= Task to complete =
Lines with the word "paths" are the answer; copy each of them from the data below.

━━━━━━━━━━━━━━━━━━━━

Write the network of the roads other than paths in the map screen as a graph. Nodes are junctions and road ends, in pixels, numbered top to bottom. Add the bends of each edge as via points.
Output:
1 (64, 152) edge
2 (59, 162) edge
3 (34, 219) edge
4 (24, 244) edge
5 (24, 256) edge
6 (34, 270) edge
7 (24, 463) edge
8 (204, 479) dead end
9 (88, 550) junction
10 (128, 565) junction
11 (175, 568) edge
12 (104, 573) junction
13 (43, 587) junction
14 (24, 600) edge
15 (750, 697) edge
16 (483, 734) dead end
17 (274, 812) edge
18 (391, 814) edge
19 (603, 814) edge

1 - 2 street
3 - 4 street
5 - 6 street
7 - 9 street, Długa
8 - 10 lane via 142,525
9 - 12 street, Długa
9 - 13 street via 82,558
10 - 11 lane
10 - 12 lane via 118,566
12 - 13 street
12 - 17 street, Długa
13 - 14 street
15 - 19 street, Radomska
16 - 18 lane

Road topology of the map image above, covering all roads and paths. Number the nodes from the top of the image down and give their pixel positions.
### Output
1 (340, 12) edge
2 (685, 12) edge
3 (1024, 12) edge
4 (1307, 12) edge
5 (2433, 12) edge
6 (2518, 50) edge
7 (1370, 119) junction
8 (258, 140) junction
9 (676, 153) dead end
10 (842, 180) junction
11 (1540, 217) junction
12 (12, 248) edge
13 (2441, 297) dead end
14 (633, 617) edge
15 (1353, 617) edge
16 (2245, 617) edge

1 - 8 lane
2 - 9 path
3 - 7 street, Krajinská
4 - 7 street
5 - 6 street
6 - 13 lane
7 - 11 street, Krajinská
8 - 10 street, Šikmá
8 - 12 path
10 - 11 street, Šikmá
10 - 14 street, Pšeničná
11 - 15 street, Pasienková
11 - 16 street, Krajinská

━━━━━━━━━━━━━━━━━━━━

= Response below =
Write the network of the roads other than paths in the map screen as a graph. Nodes are junctions and road ends, in pixels, numbered top to bottom. Add the bends of each edge as via points.
Road topology of the map image above, covering all roads and paths. Number the nodes from the top of the image down and give their pixel positions.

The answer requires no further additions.